Stored data
....................
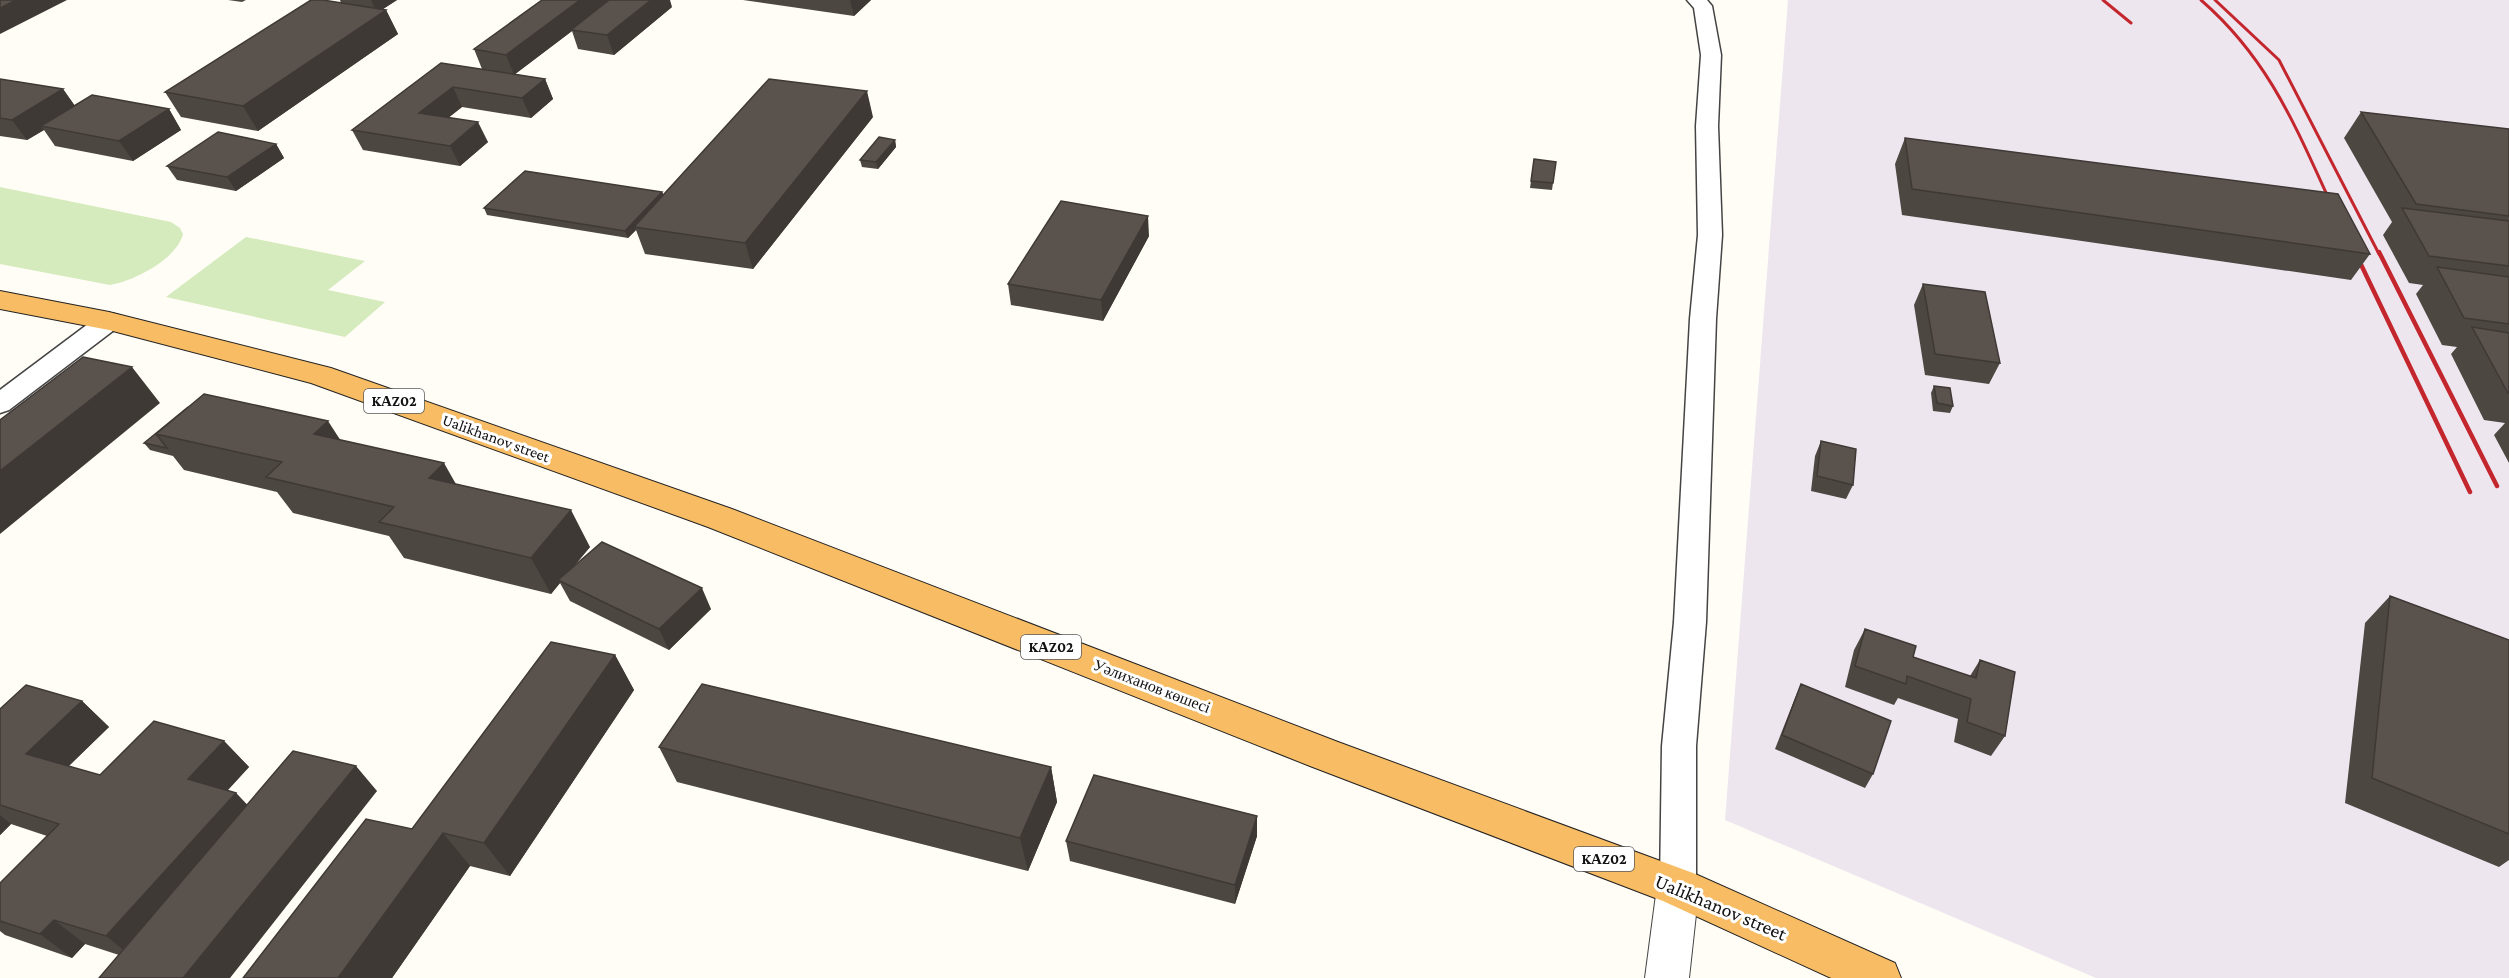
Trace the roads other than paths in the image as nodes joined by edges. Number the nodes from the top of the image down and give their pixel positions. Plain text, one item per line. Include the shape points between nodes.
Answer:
1 (1696, 0) edge
2 (0, 300) edge
3 (109, 321) junction
4 (0, 404) edge
5 (1678, 887) junction
6 (1667, 978) edge
7 (1879, 978) edge

1 - 5 street via 1703,6 1711,55 1707,126 1710,235 1690,622 1679,746
2 - 3 highway, Ualikhanov street / KАZ02
3 - 4 street
3 - 5 highway, Ualikhanov street / KАZ02 via 320,375 720,518
5 - 6 street
5 - 7 highway, Ualikhanov street / KАZ02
....................
● REQUIRED WORK
Your task is to reproduce every record exactly while omitting the pictures.

● SOLUTION TO THIS PROBLEM
Trace the roads other than paths in the image as nodes joined by edges. Number the nodes from the top of the image down and give their pixel positions. Plain text, one item per line. Include the shape points between nodes.
Answer:
1 (1696, 0) edge
2 (0, 300) edge
3 (109, 321) junction
4 (0, 404) edge
5 (1678, 887) junction
6 (1667, 978) edge
7 (1879, 978) edge

1 - 5 street via 1703,6 1711,55 1707,126 1710,235 1690,622 1679,746
2 - 3 highway, Ualikhanov street / KАZ02
3 - 4 street
3 - 5 highway, Ualikhanov street / KАZ02 via 320,375 720,518
5 - 6 street
5 - 7 highway, Ualikhanov street / KАZ02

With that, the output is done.